In the forty-five years since its conception, Bickett’s archive has also inevitably become a memorial. The objects through which his friends appear also become the way in which they are remembered. The Obituary Project, filling twenty-six black binders, collects obituaries of individuals who have impacted Bickett’s life, providing a ritualized and productive way to grieve, as well as a record of loss. The project was started in 1981 with the death of Robert Motherwell, which serendipitously coincided with the beginning of initial news reports of what would become the AIDS epidemic.
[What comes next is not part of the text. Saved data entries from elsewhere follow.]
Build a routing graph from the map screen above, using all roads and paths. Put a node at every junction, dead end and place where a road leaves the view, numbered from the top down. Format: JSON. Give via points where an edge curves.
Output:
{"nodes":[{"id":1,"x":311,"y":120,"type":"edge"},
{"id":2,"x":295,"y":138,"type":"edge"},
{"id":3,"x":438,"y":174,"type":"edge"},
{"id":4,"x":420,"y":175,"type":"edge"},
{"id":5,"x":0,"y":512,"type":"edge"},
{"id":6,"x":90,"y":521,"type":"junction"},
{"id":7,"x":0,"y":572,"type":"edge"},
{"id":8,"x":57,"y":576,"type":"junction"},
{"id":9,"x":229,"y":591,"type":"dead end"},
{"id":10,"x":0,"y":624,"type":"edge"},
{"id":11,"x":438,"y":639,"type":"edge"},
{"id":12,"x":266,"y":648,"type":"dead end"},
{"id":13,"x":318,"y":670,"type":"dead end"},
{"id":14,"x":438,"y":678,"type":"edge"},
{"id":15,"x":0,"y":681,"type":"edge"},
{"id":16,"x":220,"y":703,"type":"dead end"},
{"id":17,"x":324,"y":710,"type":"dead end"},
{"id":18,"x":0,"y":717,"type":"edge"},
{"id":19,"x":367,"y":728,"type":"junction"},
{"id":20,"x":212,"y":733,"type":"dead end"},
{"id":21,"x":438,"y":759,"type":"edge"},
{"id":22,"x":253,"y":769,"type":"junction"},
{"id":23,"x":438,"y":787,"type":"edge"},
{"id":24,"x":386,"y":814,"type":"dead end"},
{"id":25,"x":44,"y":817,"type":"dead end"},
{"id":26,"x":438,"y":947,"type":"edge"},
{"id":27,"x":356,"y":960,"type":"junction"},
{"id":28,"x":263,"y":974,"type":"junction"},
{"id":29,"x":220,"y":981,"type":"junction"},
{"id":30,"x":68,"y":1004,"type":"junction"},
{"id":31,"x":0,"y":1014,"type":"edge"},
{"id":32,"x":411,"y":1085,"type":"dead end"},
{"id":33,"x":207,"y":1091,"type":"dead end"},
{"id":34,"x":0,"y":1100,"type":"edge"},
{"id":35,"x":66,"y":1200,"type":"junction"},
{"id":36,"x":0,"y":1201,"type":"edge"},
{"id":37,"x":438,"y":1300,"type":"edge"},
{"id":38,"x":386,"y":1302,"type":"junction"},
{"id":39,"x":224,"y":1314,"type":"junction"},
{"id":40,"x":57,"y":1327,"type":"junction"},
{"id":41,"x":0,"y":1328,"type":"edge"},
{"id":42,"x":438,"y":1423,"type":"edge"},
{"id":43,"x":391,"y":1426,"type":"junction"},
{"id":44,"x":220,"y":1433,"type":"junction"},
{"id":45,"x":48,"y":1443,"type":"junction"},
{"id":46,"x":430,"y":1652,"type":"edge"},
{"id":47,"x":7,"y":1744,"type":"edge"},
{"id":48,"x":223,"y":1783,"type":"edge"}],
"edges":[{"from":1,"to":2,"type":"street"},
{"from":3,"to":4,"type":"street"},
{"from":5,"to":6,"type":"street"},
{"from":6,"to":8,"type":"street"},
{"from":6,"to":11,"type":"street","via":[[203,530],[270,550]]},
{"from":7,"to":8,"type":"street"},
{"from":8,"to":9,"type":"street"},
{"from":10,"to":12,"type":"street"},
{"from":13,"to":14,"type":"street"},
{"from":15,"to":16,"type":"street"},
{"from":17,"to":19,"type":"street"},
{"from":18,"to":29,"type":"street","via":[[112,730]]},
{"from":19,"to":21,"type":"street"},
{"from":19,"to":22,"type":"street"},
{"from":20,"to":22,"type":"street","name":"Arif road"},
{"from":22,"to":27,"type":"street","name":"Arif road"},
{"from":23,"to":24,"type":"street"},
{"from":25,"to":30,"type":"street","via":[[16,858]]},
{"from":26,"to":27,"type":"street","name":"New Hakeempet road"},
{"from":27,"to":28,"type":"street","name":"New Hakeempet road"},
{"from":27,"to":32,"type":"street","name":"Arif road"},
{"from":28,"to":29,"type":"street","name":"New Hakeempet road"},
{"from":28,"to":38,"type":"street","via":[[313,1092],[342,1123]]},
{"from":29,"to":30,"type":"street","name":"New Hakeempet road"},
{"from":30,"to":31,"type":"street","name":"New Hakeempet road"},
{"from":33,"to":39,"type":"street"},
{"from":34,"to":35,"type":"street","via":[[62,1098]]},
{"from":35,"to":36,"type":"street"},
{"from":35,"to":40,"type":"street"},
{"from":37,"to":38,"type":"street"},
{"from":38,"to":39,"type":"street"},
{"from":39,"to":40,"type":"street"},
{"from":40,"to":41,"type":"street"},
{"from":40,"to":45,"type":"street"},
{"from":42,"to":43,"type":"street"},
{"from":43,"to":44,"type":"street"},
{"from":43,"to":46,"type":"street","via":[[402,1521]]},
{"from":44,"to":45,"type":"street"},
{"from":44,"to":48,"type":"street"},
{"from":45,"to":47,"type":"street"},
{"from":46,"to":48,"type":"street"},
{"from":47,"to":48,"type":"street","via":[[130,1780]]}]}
Though rarely discussed, smaller cities such as Lexington were, and continue to be, deeply affected by HIV/AIDS. (The Southern AIDS Living Quilt offers another account of the impact of HIV in the South, noting as well as the lack of education and awareness about HIV in Southern communities.)
HIV/AIDS is present throughout Bickett’s archive—a glass jar full of condoms is labeled “Daddy is HIV+”, another is full of syringes used to supply medicine to a friend. Blood, urine, and semen preserved in glass jars become elegies, crystalized metonyms for those lost to the epidemic. But HIV/AIDS also appears unexpectedly, in baby photos stamped with the phrase “there is no cure,” and benign objects like a baseball cap and a DVD case tagged “memento mori.” These tags are injunctions to consider how AIDS permeates the quotidian, situating the epidemic in the present.
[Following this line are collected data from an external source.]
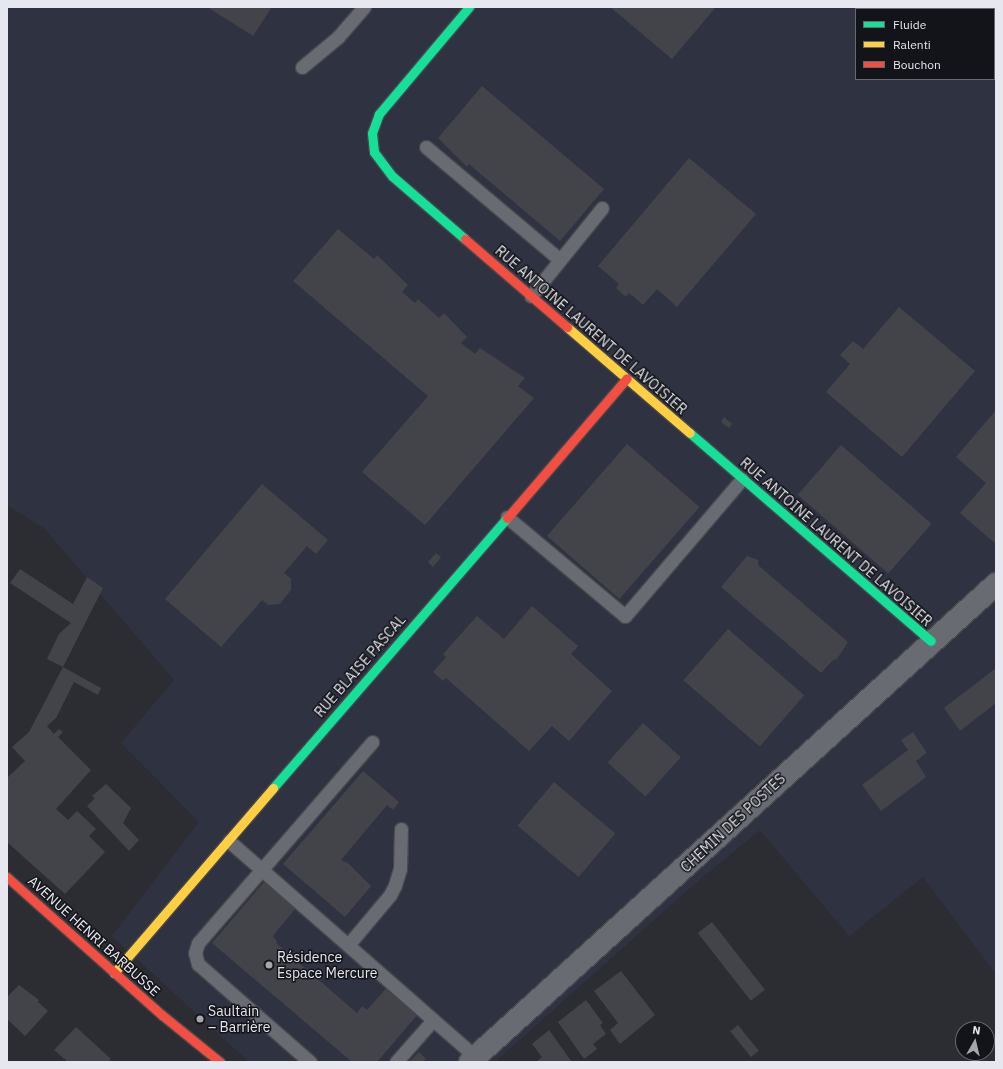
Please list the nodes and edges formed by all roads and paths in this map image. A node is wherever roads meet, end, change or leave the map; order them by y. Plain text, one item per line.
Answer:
1 (364, 7) edge
2 (469, 7) edge
3 (302, 67) dead end
4 (426, 147) dead end
5 (602, 208) dead end
6 (560, 260) junction
7 (531, 296) junction
8 (627, 378) junction
9 (742, 479) junction
10 (507, 518) junction
11 (996, 584) edge
12 (931, 641) junction
13 (372, 742) dead end
14 (401, 829) dead end
15 (228, 840) junction
16 (261, 869) junction
17 (7, 877) edge
18 (348, 945) junction
19 (114, 973) junction
20 (162, 1015) junction
21 (433, 1020) junction
22 (473, 1060) edge
23 (205, 1062) edge
24 (220, 1062) edge
25 (310, 1062) edge
26 (396, 1062) edge

1 - 3 lane
2 - 7 street, RUE ANTOINE LAURENT DE LAVOISIER
4 - 6 lane
5 - 6 lane
6 - 7 lane
7 - 8 street, RUE ANTOINE LAURENT DE LAVOISIER
8 - 9 street, RUE ANTOINE LAURENT DE LAVOISIER
8 - 10 street, RUE BLAISE PASCAL
9 - 10 lane
9 - 12 street, RUE ANTOINE LAURENT DE LAVOISIER
10 - 15 street, RUE BLAISE PASCAL
11 - 12 street, CHEMIN DES POSTES
12 - 22 street, CHEMIN DES POSTES
13 - 16 lane
14 - 18 lane
15 - 16 lane
15 - 19 street, RUE BLAISE PASCAL
16 - 18 lane
16 - 25 lane
17 - 19 street, AVENUE HENRI BARBUSSE
18 - 21 lane
19 - 20 street, AVENUE HENRI BARBUSSE
20 - 23 street, AVENUE HENRI BARBUSSE
20 - 24 street, AVENUE HENRI BARBUSSE
21 - 22 lane
21 - 26 lane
As the recent Visual AIDS exhibition Everyday suggested, as HIV/AIDS becomes rendered as history, the ongoing daily experiences of people with HIV/AIDS (and those around them) are often neglected. Personal acts of resistance and remembrance are subsumed by epidemiological figures and legislative victories. This is especially true in the South, which is largely absent from the narratives that are being formed today about the impact of and responses to the epidemic. In conversation, Bickett describes the gay scene in Lexington as a “real hotbed” during the early 1980s—people were attracted by Lexington’s relatively liberal culture and its proximity to Atlanta and Chicago. His is one of an ever-diminishing number of voices who can speak to the presence of gay culture in the South during the 1980s, offering a sense of history for younger generations of queer people who are making lives for themselves outside of urban centers. His archive is a testament to a lively and vital gay community that runs contrary to assumptions about the South as necessarily hostile and isolating for queer people.
Bickett’s impulse to catalog and remember is certainly not unique, but his archive captures much more than the average scrapbook or photo album. His broad, omnivorous eye suggests that our lives are not entirely our own, that we ought to consider how we come to constitute our understanding of ourselves and our world, and that this process is deeply political. Though autobiographical, Bickett’s archive expands far beyond himself, encapsulating his social and political milieu in a self-reflexive history.
Kyle Croft is a masters student in Art History at Brooklyn College, where he is researching the use of blood and bodily fluid in artworks responding to HIV/AIDS. He is the Project Manager for Visual AIDS' Day With(out) Art.